Compiling the Example Application

The Makefile has been updated to include the test_app. To compile it, run:

make test_app

This command will create an executable named test_app.

Running the Example Application

Execute the compiled example application:

./test_app

This will:

1. Initialize the rendering system using meca500_config.txt.
2. Set the rotations for axes "J1" and "J2".
3. Render the scene and save it as meca500_rotated.png.
4. Shutdown the rendering system.

Configuration File Format

The machine is defined in a tab-delimited text file.
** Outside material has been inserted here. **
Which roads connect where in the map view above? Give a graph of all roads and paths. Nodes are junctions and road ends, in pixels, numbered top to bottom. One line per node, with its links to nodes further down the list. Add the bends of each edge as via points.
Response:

Each line represents an actor (component) of the machine.

Fields

• Name: Unique identifier of the actor.
• Parent: Name of the parent actor. Use NULL or leave empty if there is no parent.
• STLFile: Filename of the STL model for the actor.
• OriginX, OriginY, OriginZ: Local origin coordinates.
• PosX, PosY, PosZ: Position relative to the parent.
• RotX, RotY, RotZ: Rotation in degrees around the X, Y, and Z axes.
• ColorR, ColorG, ColorB: RGB color components (values between 0.0 and 1.0).
• IsAxis: Indicates if the actor represents an axis (1 for yes, 0 for no).
• AxisName: The name of the axis (e.g., "X", "Y", "Z1", "J1").
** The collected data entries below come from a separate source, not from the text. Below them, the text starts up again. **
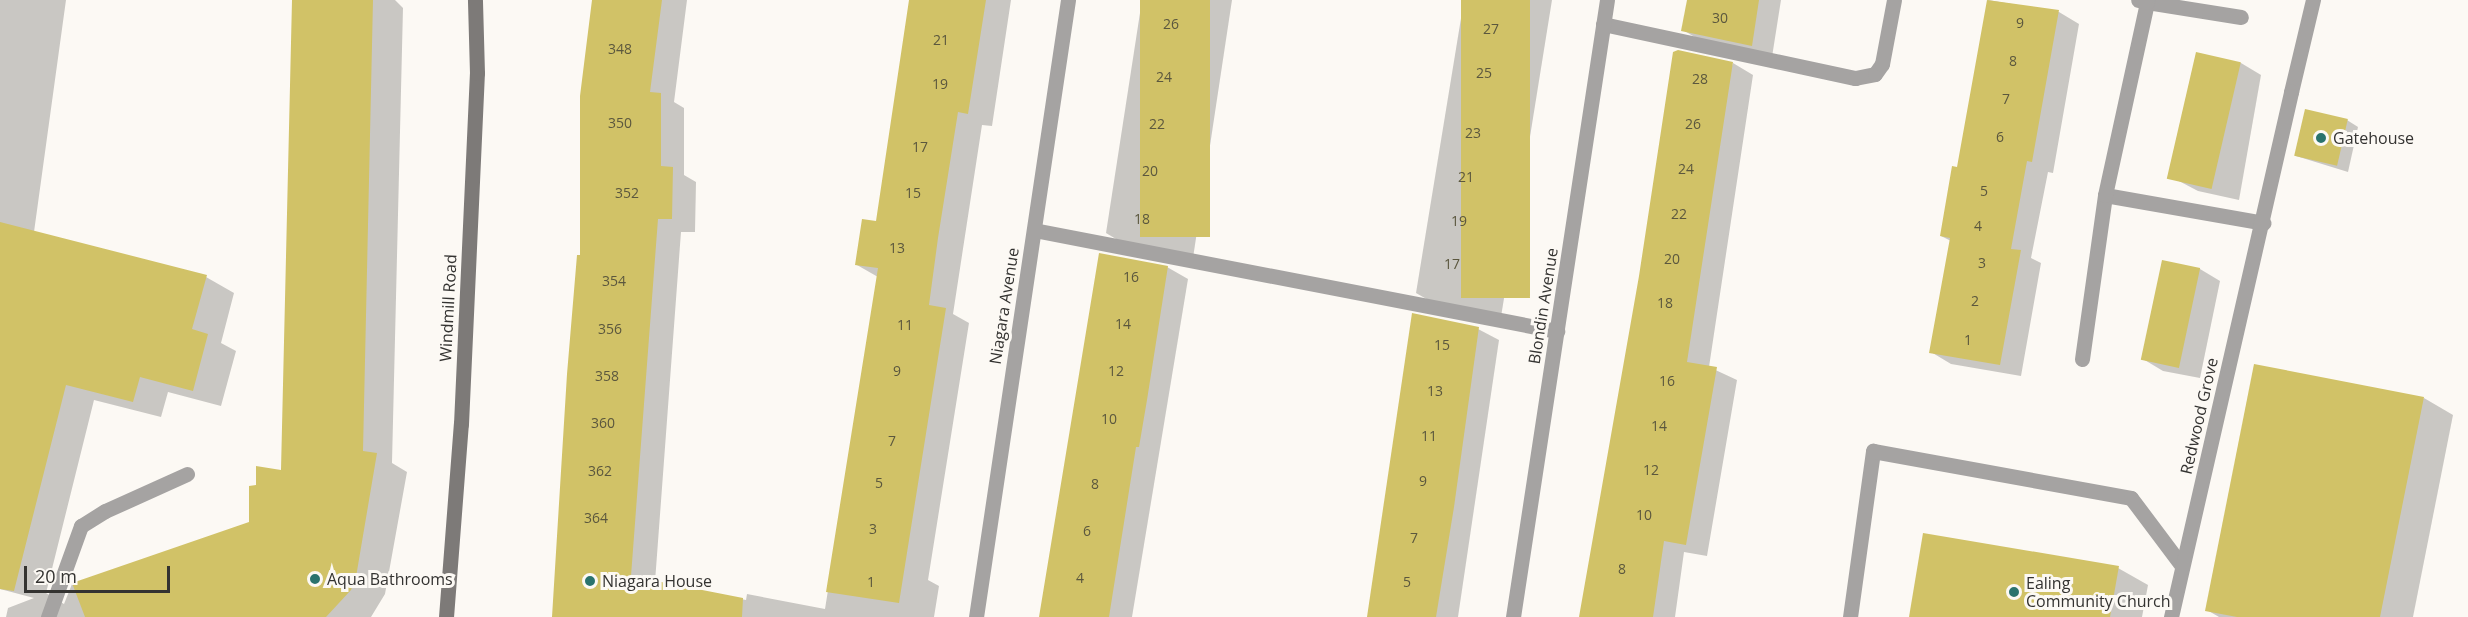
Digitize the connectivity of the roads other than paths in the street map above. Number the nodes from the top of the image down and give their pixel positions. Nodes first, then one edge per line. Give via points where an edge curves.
1 (475, 0) edge
2 (1068, 0) edge
3 (1607, 0) edge
4 (1894, 0) edge
5 (2313, 0) edge
6 (2143, 1) edge
7 (2241, 17) dead end
8 (1603, 24) junction
9 (2104, 195) junction
10 (2264, 223) junction
11 (1034, 230) junction
12 (1557, 331) junction
13 (2082, 359) dead end
14 (187, 474) dead end
15 (2182, 566) junction
16 (48, 617) edge
17 (446, 617) edge
18 (976, 617) edge
19 (1513, 617) edge
20 (1850, 617) edge
21 (2171, 617) edge

1 - 17 main road, Windmill Road via 477,73 462,412
2 - 11 street, Niagara Avenue
3 - 8 street, Blondin Avenue
4 - 8 street via 1882,64 1875,74 1855,78
5 - 10 street, Redwood Grove
6 - 7 street
6 - 9 street
8 - 12 street, Blondin Avenue
9 - 10 street
9 - 13 street
10 - 15 street, Redwood Grove
11 - 12 street
11 - 18 street, Niagara Avenue
12 - 19 street, Blondin Avenue
14 - 16 street via 81,526
15 - 20 street via 2130,498 1874,451
15 - 21 street, Redwood Grove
Sample (meca500_config.txt)

# Meca500 Configuration
# Name	Parent	STLFile	OriginX	OriginY	OriginZ	PosX	PosY	PosZ	RotX	RotY	RotZ	ColorR	ColorG	ColorB	IsAxis	AxisName
Base	NULL	meca500_base.stl	0.0	0.0	0.0	0.0	0.0	0.0	0.0	0.0	0.0	1.0	1.0	1.0	0	NULL
Link1	Base	link1.stl	0.0	0.0	135.0	0.0	0.0	0.0	0.0	0.0	0.0	0.9	0.9	0.9	1	J1
Link2	Link1	link2.stl	0.0	0.0	135.0	0.0	0.0	0.0	0.0	0.0	0.0	0.8	0.8	0.8	1	J2
Link3	Link2	link3.stl	135.0	0.0	135.0	0.0	0.0	0.0	0.0	0.0	0.0	0.7	0.7	0.7	1	J3
Link4	Link3	link4.stl	173.0	0.0	50.0	0.0	0.0	0.0	0.0	0.0	0.0	0.6	0.6	0.6	1	J4
Link5	Link4	link5.stl	173.0	0.0	15.0	0.0	0.0	0.0	0.0	0.0	0.0	0.5	0.5	0.5	1	J5
SpindleAssy	Link5	spindle_assy.stl	173.0	0.0	-55.0	0.0	0.0	0.0	0.0	0.0	0.0	0.4	0.4	0.4	1	J6

Notes:

• The IsAxis field is set to 1 for actors that represent movable axes (e.g., "J1", "J2", etc.) and 0 otherwise.
• AxisName provides a unique identifier for each axis, which is used in the API to manipulate them.

Customizing and Extending

To render a different machine or extend the functionality, follow these steps:

1. Create STL Models

Prepare STL files for each component of your machine. Ensure that each component is properly modeled and optimized for rendering.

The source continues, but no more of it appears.